Fiuggi,
Terme Bonifacio - dal 2 al 30 aprile 2016
di
Giovanni Stella
Ama
l’azzardo Roberta Serenari, ma non l’azzardo dell’ infinita trasgressione
coatta che del gesto distruttivo fa mestiere, in danno della più riconosciuta
categoria dello spirito che è l’arte. Il rischio, che lucidamente corre
l’artista, sta nel confronto temerario con il patrimonio sontuoso da “siglo de
oro” che nel versante iconico della pittura ha toccato vertici di strabiliante
eleganza formale e di pensiero forte, tali da segnare la civiltà occidentale.
Da
questo enorme deposito di immagini che hanno segnato il nostro immaginario,
Roberta Serenari ha tratto una grande lezione, secondo cui la vera, grande
pittura, pur nei termini di una rappresentazione della realtà riconoscibile, è
astratta, metafisica, nel senso che indaga e rende visibile l’invisibile, la
realtà sottostante, l’oltrerealtà.
L’artista
vanta un’amicizia con l’antico, non la sua ripetizione nel viaggio ch’essa
compie intorno alle esili, fiabesche fanciulle in fiore, come potrebbe apparire
a una svagata lettura del suo teatro di figura in interni scenografici.

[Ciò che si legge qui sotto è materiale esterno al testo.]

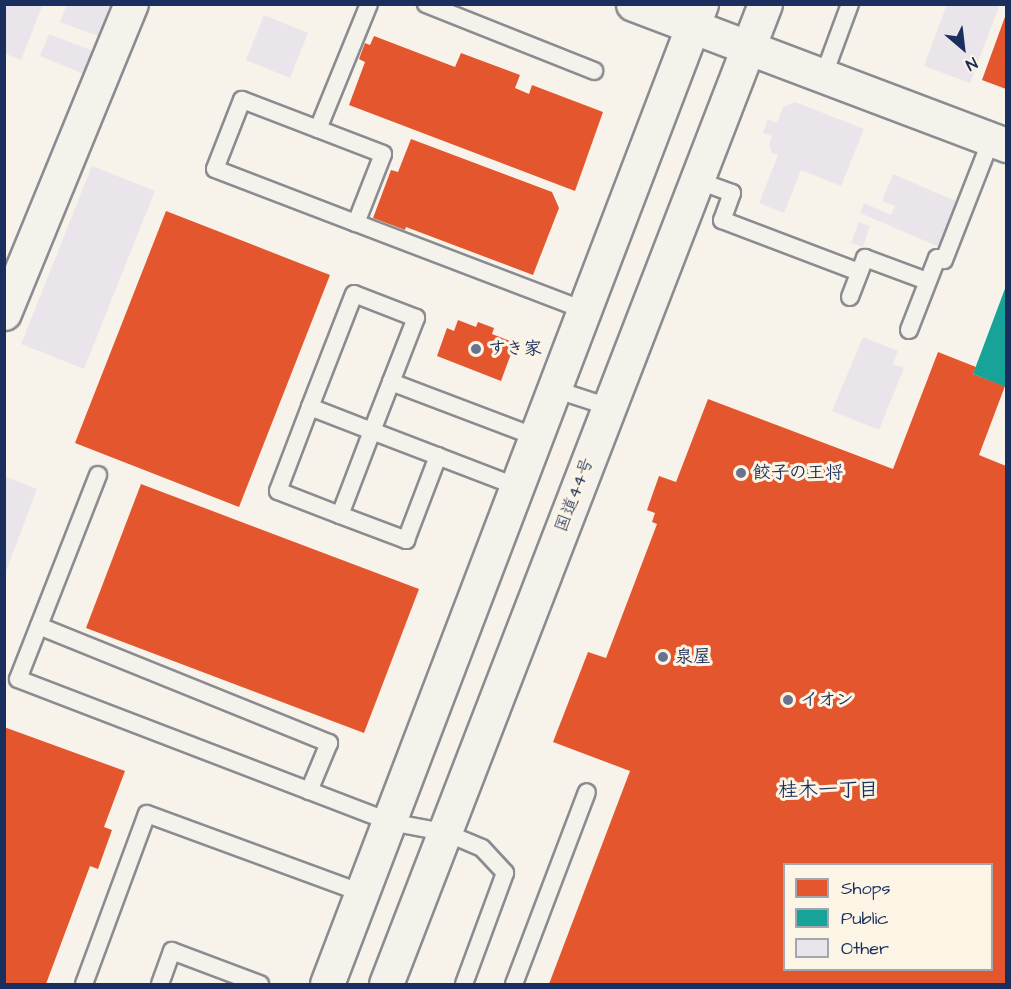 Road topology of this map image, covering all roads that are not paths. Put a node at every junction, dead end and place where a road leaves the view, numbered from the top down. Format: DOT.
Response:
graph roads {
  1 [pos="131,4"];
  2 [pos="369,4"];
  3 [pos="426,4"];
  4 [pos="633,4"];
  5 [pos="765,4"];
  6 [pos="850,4"];
  7 [pos="697,16"];
  8 [pos="748,49"];
  9 [pos="594,71"];
  10 [pos="823,77"];
  11 [pos="318,129"];
  12 [pos="999,142"];
  13 [pos="699,181"];
  14 [pos="356,223"];
  15 [pos="859,272"];
  16 [pos="927,281"];
  17 [pos="850,297"];
  18 [pos="584,310"];
  19 [pos="4,313"];
  20 [pos="909,330"];
  21 [pos="391,382"];
  22 [pos="554,389"];
  23 [pos="310,407"];
  24 [pos="609,408"];
  25 [pos="372,431"];
  26 [pos="536,437"];
  27 [pos="438,456"];
  28 [pos="98,476"];
  29 [pos="518,487"];
  30 [pos="340,515"];
  31 [pos="39,626"];
  32 [pos="309,791"];
  33 [pos="587,792"];
  34 [pos="390,822"];
  35 [pos="444,832"];
  36 [pos="362,893"];
  37 [pos="84,984"];
  38 [pos="160,984"];
  39 [pos="260,984"];
  40 [pos="327,984"];
  41 [pos="386,984"];
  42 [pos="464,984"];
  43 [pos="514,984"];
  1 -- 19 [label="main road"];
  2 -- 11 [label="lane"];
  3 -- 9 [label="lane"];
  4 -- 7 [label="main road"];
  5 -- 8 [label="main road, 国道44号"];
  6 -- 10 [label="lane"];
  7 -- 8 [label="main road"];
  7 -- 18 [label="main road"];
  8 -- 10 [label="main road"];
  8 -- 13 [label="main road, 国道44号"];
  10 -- 12 [label="main road"];
  11 -- 14 [label="lane"];
  11 -- 14 [label="lane"];
  12 -- 16 [label="lane"];
  13 -- 15 [label="lane"];
  13 -- 24 [label="main road, 国道44号"];
  14 -- 18 [label="lane"];
  15 -- 16 [label="lane"];
  15 -- 17 [label="lane"];
  16 -- 20 [label="lane"];
  18 -- 22 [label="main road"];
  21 -- 23 [label="lane"];
  21 -- 25 [label="lane"];
  21 -- 26 [label="lane"];
  22 -- 24 [label="lane"];
  22 -- 26 [label="main road"];
  23 -- 25 [label="lane"];
  23 -- 30 [label="lane"];
  24 -- 35 [label="main road, 国道44号"];
  25 -- 27 [label="lane"];
  25 -- 30 [label="lane"];
  26 -- 29 [label="main road"];
  27 -- 29 [label="lane"];
  27 -- 30 [label="lane"];
  28 -- 31 [label="lane"];
  29 -- 34 [label="main road"];
  31 -- 32 [label="lane"];
  31 -- 32 [label="lane"];
  32 -- 34 [label="lane"];
  33 -- 43 [label="lane"];
  34 -- 35 [label="lane"];
  34 -- 36 [label="main road"];
  35 -- 41 [label="main road, 国道44号"];
  35 -- 42 [label="lane"];
  36 -- 37 [label="lane"];
  36 -- 40 [label="main road"];
  38 -- 39 [label="lane"];
}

Dell’antico fa suo il piacere della narrazione che nella sua opera non è
narrazione di quotidiane storie di superficie.
Il
magistero della sua arte è funzionale al disvelamento di essenze immateriali
inafferrabili: la percezione del silenzio, la sospensione metafisica di
immaginarie prospettive e vaghe e misteriose “reveries” che possono accadere o
non accadere, la fluidità del tempo e il suo attraversamento, a ritroso, verso
le sorgenti della vita e, in avanti, verso lo “scolorar del sembiante”.
Il
ricorrente tema della fanciullezza, che volge verso l’adolescenza, induce a
cogliere la componente autobiografica, sempre presente in ogni opera d’arte. Ma
l’artista non ne fa motivo di rispecchiamento autoreferenziale, narcisistico.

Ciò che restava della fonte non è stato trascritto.